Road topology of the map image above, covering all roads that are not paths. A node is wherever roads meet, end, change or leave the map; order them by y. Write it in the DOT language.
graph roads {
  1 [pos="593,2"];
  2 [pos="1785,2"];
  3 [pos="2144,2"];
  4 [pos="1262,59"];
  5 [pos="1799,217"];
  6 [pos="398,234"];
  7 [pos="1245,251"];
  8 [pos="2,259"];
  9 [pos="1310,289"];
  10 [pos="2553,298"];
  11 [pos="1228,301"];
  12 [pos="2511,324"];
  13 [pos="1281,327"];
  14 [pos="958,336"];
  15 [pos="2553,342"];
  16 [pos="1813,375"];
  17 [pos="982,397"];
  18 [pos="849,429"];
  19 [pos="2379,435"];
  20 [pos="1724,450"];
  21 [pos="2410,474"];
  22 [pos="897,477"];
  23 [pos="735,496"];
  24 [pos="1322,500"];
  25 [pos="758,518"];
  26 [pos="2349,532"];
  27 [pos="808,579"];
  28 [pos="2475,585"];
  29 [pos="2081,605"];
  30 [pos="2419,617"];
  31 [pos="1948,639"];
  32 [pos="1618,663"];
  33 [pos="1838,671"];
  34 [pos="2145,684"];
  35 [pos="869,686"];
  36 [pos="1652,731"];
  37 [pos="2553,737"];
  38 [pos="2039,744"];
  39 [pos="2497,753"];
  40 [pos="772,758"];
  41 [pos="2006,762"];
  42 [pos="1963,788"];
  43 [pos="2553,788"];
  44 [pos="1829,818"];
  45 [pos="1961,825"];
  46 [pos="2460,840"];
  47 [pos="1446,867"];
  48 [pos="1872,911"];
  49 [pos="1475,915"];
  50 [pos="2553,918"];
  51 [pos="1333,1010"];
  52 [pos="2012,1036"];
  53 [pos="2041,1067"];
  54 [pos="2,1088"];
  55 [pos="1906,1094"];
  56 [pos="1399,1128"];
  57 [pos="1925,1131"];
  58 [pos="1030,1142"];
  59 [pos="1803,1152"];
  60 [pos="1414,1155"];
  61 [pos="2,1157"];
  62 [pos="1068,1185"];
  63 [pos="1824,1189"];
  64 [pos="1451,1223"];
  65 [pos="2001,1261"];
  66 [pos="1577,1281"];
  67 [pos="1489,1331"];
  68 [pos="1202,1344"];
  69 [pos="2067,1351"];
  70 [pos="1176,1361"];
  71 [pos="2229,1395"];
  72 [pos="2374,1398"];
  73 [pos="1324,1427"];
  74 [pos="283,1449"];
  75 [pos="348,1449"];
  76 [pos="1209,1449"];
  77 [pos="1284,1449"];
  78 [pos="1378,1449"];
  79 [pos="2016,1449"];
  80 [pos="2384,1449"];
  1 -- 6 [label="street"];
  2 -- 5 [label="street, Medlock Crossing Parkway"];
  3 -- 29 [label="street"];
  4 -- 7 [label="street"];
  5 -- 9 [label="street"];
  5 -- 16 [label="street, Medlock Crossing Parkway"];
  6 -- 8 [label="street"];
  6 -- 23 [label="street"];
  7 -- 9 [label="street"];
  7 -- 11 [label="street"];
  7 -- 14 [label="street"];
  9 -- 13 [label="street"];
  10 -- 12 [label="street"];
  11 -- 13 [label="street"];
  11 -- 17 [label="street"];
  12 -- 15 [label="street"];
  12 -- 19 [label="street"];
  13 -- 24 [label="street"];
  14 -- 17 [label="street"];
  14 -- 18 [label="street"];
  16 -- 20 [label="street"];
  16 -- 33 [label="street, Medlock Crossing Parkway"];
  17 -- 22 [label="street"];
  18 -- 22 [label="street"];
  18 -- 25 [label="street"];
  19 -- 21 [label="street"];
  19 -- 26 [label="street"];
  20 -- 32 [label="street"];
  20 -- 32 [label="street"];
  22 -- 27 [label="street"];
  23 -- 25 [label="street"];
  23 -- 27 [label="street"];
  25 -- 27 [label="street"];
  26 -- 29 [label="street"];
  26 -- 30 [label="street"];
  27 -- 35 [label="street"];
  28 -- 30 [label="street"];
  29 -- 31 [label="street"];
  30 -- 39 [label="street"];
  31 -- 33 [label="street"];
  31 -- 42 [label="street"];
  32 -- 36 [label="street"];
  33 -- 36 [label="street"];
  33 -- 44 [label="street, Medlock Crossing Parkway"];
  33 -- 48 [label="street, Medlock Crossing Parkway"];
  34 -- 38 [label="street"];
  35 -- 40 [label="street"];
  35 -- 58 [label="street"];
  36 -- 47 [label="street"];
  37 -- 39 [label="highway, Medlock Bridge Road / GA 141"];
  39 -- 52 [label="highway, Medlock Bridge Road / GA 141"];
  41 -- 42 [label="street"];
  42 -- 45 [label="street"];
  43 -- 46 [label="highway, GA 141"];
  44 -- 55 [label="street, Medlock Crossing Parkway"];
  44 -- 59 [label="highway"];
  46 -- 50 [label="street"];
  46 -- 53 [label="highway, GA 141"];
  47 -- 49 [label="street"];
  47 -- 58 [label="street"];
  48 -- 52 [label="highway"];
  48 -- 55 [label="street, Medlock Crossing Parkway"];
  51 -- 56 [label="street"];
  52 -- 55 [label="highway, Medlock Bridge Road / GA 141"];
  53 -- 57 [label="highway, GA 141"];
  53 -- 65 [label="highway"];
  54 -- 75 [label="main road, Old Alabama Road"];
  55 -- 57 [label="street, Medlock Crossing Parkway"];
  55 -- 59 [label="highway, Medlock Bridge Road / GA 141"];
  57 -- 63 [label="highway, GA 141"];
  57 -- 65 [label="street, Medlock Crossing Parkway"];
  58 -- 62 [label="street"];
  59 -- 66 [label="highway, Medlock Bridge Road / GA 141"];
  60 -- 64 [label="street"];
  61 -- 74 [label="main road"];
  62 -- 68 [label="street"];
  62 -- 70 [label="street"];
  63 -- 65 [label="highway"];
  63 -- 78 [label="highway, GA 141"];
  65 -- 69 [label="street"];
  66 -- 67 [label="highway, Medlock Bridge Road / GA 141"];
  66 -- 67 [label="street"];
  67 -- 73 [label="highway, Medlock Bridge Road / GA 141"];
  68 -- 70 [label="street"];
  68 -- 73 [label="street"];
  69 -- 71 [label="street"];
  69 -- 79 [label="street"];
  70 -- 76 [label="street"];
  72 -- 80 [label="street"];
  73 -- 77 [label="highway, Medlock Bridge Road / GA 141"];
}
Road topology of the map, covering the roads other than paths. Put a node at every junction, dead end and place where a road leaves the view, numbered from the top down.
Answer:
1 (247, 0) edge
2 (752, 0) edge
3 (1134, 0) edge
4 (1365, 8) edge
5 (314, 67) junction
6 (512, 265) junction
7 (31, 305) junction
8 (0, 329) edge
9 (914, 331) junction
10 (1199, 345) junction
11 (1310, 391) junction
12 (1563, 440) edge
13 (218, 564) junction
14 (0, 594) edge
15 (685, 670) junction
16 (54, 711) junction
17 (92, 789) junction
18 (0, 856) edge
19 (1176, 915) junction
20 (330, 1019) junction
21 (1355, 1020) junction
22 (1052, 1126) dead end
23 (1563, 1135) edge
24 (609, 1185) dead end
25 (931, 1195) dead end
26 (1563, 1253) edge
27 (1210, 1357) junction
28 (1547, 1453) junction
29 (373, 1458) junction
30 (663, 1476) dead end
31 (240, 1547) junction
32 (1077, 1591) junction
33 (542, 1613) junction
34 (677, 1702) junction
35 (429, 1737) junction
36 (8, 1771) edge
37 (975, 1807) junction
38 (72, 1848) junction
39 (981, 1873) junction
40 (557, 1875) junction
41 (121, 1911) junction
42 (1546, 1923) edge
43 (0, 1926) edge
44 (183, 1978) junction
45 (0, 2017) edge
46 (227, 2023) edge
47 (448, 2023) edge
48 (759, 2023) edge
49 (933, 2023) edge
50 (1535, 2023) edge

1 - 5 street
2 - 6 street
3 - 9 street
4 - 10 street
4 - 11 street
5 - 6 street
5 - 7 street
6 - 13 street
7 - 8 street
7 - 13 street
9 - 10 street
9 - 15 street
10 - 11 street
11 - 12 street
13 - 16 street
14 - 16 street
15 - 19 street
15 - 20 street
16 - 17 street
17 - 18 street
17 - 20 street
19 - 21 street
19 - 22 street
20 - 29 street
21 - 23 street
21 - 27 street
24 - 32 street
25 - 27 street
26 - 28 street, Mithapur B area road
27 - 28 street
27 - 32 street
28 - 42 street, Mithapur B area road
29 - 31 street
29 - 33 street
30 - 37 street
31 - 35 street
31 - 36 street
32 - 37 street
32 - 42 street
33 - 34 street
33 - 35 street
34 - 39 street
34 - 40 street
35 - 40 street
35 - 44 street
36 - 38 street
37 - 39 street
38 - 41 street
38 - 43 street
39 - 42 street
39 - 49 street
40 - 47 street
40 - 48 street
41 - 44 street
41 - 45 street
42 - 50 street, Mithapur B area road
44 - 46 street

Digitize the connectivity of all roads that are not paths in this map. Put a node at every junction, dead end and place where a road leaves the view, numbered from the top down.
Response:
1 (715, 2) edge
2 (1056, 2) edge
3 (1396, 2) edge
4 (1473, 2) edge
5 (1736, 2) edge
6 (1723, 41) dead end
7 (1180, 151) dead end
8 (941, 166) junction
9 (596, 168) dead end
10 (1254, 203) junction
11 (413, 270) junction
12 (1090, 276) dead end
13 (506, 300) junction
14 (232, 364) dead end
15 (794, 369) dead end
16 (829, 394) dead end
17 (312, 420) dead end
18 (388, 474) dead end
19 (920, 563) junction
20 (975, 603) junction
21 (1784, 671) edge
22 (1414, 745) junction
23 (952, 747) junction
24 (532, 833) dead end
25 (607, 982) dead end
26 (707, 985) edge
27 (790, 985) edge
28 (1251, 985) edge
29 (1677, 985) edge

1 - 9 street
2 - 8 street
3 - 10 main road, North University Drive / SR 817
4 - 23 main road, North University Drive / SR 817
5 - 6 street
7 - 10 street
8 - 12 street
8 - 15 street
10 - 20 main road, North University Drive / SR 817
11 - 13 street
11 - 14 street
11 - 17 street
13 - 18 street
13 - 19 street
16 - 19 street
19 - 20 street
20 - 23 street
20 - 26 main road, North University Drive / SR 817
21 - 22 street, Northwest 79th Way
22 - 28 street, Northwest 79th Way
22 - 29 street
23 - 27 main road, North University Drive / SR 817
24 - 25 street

◆ INSTRUCTIONS TO FOLLOW ◆
The expected result is a copy of each line in the records where "Northwest" appears.

◆ ANSWER BOX ◆
21 - 22 street, Northwest 79th Way
22 - 28 street, Northwest 79th Way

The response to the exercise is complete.